_Materials provided_

+---+

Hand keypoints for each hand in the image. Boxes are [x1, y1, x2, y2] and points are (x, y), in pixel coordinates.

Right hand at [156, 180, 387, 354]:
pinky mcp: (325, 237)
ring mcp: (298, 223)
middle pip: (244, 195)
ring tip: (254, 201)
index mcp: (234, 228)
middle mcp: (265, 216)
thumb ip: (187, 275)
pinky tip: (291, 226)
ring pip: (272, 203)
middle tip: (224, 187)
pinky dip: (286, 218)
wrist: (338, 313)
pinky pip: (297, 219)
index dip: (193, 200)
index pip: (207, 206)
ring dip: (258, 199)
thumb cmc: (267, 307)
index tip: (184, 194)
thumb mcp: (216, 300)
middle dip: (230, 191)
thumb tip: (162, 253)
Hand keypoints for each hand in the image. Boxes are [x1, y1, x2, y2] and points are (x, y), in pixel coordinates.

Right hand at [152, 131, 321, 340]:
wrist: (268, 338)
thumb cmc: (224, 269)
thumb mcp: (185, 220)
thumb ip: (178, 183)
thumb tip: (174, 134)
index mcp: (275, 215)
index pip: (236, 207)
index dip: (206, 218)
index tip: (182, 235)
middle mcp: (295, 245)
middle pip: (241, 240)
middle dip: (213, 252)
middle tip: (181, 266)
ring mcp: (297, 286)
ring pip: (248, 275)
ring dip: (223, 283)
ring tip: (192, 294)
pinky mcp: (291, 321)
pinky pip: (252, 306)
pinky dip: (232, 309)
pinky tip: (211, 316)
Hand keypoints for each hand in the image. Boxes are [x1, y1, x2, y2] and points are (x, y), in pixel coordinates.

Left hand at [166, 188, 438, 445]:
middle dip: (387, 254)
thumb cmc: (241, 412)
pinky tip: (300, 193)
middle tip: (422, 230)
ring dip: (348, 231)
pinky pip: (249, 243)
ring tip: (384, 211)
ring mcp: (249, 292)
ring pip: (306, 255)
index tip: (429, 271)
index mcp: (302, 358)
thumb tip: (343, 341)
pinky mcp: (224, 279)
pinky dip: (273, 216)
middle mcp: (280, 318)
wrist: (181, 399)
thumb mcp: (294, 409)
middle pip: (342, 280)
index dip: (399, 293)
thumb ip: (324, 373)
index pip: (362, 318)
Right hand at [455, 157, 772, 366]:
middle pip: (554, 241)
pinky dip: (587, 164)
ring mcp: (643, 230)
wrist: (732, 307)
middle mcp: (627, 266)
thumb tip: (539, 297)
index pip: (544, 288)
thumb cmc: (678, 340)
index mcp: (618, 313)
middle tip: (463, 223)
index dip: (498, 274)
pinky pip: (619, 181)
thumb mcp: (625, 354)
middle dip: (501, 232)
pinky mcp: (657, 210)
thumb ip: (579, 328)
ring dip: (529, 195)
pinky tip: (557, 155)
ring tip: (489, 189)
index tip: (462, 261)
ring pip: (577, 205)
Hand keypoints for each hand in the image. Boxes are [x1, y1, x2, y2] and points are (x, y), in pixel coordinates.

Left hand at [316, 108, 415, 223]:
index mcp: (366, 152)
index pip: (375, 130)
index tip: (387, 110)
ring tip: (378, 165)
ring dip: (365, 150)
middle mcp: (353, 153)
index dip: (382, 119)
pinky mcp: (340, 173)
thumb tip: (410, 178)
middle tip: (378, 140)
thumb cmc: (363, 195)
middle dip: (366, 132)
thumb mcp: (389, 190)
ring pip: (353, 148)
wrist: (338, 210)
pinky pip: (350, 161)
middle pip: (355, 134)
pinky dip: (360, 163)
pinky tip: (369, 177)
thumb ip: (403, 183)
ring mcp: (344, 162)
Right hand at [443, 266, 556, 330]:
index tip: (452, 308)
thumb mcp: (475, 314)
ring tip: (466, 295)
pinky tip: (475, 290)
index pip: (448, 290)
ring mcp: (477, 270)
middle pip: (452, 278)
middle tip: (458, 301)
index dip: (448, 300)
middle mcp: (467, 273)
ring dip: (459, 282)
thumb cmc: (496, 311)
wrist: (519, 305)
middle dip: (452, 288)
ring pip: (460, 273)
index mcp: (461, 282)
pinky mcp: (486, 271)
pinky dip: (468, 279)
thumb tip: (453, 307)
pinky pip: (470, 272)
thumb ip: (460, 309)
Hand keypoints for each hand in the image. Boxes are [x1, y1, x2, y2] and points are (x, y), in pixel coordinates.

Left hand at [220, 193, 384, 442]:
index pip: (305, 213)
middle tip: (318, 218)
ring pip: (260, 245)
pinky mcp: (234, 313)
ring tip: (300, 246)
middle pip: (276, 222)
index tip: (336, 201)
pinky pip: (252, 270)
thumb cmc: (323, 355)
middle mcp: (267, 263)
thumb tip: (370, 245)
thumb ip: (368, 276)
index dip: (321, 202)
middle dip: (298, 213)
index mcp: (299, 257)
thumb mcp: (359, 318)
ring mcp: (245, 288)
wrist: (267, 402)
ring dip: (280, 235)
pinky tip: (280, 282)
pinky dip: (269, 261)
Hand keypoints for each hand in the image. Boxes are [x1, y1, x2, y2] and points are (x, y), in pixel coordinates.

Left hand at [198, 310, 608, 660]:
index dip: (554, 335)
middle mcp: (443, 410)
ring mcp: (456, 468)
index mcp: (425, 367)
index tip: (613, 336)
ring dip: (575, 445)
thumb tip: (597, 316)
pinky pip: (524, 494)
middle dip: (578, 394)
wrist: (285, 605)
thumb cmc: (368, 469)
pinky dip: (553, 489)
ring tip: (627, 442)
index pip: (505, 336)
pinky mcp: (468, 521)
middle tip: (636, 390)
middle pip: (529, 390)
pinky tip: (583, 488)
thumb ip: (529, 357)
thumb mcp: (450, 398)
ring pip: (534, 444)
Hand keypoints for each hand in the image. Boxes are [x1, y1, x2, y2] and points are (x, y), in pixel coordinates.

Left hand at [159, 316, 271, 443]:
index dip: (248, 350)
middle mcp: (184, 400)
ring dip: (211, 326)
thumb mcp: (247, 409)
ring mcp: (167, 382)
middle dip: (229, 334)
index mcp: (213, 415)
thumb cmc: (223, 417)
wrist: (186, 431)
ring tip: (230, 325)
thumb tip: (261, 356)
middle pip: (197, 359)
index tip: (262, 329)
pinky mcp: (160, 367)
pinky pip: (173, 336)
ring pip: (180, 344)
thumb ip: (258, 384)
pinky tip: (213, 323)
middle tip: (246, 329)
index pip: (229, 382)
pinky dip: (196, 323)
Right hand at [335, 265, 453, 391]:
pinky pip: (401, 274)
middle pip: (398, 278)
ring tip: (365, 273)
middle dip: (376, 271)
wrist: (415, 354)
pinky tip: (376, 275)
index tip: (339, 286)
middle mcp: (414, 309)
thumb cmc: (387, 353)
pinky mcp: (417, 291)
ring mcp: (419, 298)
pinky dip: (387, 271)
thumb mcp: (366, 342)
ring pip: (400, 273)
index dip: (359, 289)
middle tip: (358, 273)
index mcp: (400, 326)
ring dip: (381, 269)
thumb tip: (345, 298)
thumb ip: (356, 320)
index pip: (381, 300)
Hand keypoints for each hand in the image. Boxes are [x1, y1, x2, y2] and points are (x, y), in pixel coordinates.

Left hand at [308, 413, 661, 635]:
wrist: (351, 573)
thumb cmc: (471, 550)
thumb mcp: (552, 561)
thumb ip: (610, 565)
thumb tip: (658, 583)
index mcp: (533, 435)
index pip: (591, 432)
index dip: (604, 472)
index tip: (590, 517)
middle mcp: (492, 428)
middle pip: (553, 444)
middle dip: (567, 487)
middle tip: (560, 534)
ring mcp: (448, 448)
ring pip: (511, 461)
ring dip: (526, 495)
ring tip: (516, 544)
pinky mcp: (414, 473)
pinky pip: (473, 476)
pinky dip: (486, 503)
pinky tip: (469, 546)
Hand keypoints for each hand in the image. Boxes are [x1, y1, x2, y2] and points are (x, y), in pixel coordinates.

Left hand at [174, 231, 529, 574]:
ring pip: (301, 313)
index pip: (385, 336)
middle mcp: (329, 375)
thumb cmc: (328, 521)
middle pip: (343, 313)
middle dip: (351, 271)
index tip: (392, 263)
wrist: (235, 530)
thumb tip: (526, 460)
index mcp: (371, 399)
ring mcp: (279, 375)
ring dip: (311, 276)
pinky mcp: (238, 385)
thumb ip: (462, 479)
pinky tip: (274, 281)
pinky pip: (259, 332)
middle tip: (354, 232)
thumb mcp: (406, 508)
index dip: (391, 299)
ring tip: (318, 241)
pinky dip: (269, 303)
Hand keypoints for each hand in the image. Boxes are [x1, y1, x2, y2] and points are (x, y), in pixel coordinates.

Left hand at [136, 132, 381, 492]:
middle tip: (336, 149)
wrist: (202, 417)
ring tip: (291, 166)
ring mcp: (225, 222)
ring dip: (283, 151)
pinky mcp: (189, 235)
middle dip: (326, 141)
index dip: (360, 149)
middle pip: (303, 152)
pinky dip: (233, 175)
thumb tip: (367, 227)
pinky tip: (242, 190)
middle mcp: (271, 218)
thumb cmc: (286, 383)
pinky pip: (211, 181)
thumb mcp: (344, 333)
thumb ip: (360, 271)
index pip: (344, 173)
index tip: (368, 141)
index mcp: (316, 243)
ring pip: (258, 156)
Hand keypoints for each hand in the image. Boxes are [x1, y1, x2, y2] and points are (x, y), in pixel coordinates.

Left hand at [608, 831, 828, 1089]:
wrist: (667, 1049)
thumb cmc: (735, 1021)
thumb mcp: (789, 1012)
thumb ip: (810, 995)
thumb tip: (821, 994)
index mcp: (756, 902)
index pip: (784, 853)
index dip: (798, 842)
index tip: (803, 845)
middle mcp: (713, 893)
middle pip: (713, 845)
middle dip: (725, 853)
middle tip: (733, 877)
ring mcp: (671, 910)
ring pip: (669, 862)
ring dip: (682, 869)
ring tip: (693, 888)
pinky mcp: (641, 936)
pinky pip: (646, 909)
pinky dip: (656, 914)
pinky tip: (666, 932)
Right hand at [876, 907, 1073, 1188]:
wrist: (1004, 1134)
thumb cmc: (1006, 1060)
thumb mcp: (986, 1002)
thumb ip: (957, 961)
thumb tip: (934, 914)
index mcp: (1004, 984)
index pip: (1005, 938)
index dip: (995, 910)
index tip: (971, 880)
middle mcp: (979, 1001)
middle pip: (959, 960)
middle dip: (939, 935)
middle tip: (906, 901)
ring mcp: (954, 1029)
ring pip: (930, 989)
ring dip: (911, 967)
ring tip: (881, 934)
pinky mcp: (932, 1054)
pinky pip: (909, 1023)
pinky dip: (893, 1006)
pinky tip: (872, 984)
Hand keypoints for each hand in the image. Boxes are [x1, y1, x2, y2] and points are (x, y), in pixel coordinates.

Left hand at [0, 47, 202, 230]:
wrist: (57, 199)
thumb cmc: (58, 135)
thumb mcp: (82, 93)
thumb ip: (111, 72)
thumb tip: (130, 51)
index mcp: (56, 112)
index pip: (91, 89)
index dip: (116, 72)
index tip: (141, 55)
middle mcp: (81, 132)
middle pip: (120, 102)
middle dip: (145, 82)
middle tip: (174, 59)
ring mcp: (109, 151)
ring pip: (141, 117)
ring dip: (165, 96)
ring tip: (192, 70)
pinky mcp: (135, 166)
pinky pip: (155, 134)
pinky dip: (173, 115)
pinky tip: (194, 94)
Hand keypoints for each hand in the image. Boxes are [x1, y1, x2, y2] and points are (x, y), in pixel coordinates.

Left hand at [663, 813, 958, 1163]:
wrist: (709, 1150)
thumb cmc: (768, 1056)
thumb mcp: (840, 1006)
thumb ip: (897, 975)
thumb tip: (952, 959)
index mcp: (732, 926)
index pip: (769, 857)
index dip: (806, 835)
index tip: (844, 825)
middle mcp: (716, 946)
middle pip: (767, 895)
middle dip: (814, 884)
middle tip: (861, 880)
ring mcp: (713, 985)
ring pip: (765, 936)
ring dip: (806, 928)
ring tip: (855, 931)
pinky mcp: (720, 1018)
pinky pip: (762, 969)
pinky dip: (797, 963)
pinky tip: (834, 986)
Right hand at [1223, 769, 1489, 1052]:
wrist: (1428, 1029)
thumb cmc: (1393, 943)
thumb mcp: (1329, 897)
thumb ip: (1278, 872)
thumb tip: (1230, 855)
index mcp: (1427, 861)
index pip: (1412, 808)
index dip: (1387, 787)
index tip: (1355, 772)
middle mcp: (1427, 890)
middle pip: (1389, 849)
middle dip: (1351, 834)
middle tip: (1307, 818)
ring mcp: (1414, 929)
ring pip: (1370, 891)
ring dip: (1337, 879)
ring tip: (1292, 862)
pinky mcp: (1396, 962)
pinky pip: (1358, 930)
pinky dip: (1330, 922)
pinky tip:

+---+

From the line that holds "pinky pip: (762, 969)" down to the last line of the material, copy every line exactly and add nothing.

_Response_
pinky pip: (762, 969)
pinky dip: (797, 963)
pinky tip: (834, 986)
Right hand at [1223, 769, 1489, 1052]:
wrist: (1428, 1029)
thumb cmc: (1393, 943)
thumb mcp: (1329, 897)
thumb ip: (1278, 872)
thumb tip: (1230, 855)
index mcp: (1427, 861)
index pip: (1412, 808)
index dip: (1387, 787)
index tip: (1355, 772)
middle mcp: (1427, 890)
middle pip: (1389, 849)
middle dip: (1351, 834)
middle tip: (1307, 818)
ring mcp: (1414, 929)
ring pip: (1370, 891)
ring dip: (1337, 879)
ring tip: (1292, 862)
pinky mcp: (1396, 962)
pinky pip: (1358, 930)
pinky dip: (1330, 922)
pinky tip:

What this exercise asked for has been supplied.